Il y a des repas où je sens quelque chose monter en moi avant même qu’il ne touche son assiette.
Ce n’est pas de la colère.
Ce n’est pas de l’impatience.
Ce n’est pas de la fatigue.
C’est autre chose.
Une tension discrète, presque invisible, mais bien réelle.
Une peur que je n’aime pas nommer : la peur de perdre le contrôle.
Je ne m’en rendais pas compte au début.
Je pensais que la DME, c’était juste une méthode.
Des morceaux, des textures, des règles de sécurité.
Je pensais que ce serait technique, concret, pratique.
Mais très vite, j’ai compris que ce n’était pas seulement ça.
Que la DME venait toucher quelque chose de beaucoup plus profond en moi.
Parce que dans ces repas, ce n’est pas moi qui décide.
Ce n’est pas moi qui contrôle.
Ce n’est pas moi qui gère le rythme, la quantité, l’envie.
C’est lui.
Et parfois, ça me bouscule.
Quand il attrape un morceau trop vite, je sens mon cœur accélérer.
Quand il le garde trop longtemps en bouche, je retiens ma respiration.
Quand il le recracher, je me tends.
Quand il refuse, je me sens déstabilisée.
Quand il mange “à sa manière”, je sens mes repères glisser.
Je me surprends à vouloir intervenir.
À vouloir corriger.
À vouloir guider.
À vouloir “faire mieux”.
À vouloir “faire comme il faut”.
Mais au fond, ce n’est pas lui que j’essaie de contrôler.
C’est moi.
Mes peurs.
Mes souvenirs.
Mes anciennes habitudes.
Ma façon d’avoir été élevée.
Ma manière d’avoir appris que “bien manger”, c’était suivre des règles, finir son assiette, ne pas faire de bruit, ne pas faire de désordre.

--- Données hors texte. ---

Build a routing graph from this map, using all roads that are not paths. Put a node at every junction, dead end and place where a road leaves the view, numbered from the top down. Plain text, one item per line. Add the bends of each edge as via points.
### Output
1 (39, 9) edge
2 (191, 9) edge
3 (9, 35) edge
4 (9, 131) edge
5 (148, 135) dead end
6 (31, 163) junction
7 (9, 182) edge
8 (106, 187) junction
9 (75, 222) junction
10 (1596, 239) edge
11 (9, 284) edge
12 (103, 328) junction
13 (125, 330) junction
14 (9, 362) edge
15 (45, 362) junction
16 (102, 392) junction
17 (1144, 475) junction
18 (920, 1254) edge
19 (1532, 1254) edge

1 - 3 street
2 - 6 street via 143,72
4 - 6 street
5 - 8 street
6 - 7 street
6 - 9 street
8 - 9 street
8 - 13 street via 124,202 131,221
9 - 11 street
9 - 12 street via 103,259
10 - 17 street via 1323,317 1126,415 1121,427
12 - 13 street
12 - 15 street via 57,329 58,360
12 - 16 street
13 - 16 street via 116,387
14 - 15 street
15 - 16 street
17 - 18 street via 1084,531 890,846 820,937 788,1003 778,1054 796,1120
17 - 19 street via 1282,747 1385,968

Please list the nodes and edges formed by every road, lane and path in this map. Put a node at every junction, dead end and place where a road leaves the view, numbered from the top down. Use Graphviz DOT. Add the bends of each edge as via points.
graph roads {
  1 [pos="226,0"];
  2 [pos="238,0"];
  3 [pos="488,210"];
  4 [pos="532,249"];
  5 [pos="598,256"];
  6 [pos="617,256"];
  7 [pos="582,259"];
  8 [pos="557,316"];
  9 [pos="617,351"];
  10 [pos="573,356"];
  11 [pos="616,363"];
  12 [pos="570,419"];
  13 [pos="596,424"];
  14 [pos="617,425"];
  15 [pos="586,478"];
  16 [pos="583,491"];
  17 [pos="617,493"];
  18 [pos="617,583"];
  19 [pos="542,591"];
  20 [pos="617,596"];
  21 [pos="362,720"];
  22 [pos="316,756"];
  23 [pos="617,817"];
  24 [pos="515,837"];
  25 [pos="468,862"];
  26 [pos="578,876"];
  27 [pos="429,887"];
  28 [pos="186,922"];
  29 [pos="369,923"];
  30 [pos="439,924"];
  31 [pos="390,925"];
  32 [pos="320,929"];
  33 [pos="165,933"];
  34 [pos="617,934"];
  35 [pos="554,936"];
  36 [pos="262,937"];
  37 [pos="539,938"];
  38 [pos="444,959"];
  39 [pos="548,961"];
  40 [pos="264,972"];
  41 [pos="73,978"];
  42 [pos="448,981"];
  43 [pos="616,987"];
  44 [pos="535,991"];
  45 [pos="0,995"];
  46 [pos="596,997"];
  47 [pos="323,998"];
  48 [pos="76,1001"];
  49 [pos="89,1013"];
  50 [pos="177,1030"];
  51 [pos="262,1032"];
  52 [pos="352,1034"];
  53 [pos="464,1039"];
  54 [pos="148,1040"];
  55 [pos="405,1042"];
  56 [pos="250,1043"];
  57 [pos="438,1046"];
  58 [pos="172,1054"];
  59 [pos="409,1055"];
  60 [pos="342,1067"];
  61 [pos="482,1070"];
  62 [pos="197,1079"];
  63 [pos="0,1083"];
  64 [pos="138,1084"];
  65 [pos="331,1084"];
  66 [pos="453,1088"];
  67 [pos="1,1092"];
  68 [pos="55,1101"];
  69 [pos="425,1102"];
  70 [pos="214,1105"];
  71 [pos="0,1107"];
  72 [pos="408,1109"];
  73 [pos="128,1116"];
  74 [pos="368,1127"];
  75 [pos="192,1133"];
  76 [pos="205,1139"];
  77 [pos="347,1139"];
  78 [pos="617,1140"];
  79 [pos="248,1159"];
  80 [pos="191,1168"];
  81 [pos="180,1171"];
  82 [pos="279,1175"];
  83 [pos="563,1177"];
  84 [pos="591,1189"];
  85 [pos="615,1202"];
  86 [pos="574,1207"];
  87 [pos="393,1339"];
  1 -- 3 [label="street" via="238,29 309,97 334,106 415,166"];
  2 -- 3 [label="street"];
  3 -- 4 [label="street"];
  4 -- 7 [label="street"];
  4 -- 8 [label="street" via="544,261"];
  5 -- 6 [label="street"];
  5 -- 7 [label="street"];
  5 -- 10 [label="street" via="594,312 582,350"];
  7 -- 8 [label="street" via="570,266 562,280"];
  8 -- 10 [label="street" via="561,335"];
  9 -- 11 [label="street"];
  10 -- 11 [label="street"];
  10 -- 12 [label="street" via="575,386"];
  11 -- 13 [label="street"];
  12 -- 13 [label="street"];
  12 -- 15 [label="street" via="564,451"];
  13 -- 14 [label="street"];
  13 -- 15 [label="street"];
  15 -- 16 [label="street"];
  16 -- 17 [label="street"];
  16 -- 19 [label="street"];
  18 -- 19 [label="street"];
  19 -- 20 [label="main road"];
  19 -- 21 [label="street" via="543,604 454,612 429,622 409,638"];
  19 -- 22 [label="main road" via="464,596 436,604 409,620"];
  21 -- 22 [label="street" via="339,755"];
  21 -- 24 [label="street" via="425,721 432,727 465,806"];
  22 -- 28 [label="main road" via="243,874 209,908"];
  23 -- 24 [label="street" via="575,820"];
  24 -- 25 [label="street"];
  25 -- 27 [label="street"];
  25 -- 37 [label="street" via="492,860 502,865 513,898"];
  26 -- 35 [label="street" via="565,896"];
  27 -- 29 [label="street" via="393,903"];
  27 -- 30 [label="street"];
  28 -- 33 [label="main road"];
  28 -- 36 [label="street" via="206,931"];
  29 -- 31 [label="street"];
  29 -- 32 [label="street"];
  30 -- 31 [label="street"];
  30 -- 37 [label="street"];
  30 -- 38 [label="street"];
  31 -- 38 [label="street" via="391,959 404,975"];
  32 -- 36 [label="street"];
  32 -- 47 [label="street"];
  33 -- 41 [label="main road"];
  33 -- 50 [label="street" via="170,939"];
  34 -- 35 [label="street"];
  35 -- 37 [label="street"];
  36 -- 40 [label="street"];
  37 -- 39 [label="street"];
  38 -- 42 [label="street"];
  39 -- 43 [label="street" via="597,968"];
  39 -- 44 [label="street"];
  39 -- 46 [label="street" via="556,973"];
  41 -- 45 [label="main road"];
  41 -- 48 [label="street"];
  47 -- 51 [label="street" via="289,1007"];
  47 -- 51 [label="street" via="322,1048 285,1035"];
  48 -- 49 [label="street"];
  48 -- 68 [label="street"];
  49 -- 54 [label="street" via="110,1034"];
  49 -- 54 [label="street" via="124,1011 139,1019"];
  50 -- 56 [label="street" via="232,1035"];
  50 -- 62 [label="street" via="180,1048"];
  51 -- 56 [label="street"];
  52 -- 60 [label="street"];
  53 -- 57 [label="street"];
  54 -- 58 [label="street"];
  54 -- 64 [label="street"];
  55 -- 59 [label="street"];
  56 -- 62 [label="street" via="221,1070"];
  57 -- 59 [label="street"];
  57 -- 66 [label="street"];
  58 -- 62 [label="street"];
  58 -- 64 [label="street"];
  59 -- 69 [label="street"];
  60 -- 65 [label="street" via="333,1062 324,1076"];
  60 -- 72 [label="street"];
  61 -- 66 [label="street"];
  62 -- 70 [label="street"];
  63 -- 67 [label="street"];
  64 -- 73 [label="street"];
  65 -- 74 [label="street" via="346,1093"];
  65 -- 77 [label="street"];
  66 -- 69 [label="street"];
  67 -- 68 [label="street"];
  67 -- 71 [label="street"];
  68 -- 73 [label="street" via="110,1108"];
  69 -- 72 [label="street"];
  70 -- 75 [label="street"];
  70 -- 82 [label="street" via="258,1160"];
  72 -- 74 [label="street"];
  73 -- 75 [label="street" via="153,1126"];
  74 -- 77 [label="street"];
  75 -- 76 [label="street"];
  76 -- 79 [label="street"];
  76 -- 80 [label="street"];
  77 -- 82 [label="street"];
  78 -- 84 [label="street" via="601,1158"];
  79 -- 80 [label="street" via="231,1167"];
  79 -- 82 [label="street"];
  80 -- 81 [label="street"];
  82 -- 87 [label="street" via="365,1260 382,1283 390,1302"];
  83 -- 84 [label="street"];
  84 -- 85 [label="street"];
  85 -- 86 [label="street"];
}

La DME vient casser tout ça.
Elle vient me dire :
“Laisse-le faire.”
“Laisse-le explorer.”
“Laisse-le décider.”
“Laisse-le se tromper.”
“Laisse-le apprendre.”
Et parfois, je n’y arrive pas.
Je me sens vulnérable.
Comme si je devais lâcher une partie de moi que j’ai toujours gardée serrée.
Comme si je devais accepter que je ne peux pas tout contrôler.
Ni les repas.
Ni les réactions.
Ni les textures.
Ni les progrès.
Ni les refus.
Ni la vie.
Il y a des repas où je me sens en lutte contre moi-même.
Une lutte silencieuse, invisible, mais intense.
Entre ce que je veux transmettre…
et ce que j’ai peur de laisser aller.
Et puis, il y a ces moments qui me ramènent.
Un geste maladroit mais volontaire.
Un regard qui cherche le mien.
Un sourire plein de purée.
Un morceau qu’il me tend comme une offrande.
Un éclat de rire qui fait tomber toutes mes défenses.
Dans ces instants-là, je comprends que je ne perds pas le contrôle.
Je le transforme.
Je le redéfinis.
Je l’adoucis.
Je l’apprends autrement.
Je comprends que la DME n’est pas un abandon.
C’est une confiance.
Une confiance en lui.
Une confiance en moi.
Une confiance dans ce lien qui nous unit à table, même quand je doute.
Et peut-être que c’est ça, finalement, la vraie leçon :
Le contrôle n’est pas quelque chose qu’on garde.
C’est quelque chose qu’on partage.
Qu’on transmet.
Qu’on laisse évoluer.
Il y a des repas où j’ai peur de perdre le contrôle.
Mais il y a aussi des repas où je découvre que je n’en ai jamais vraiment eu besoin.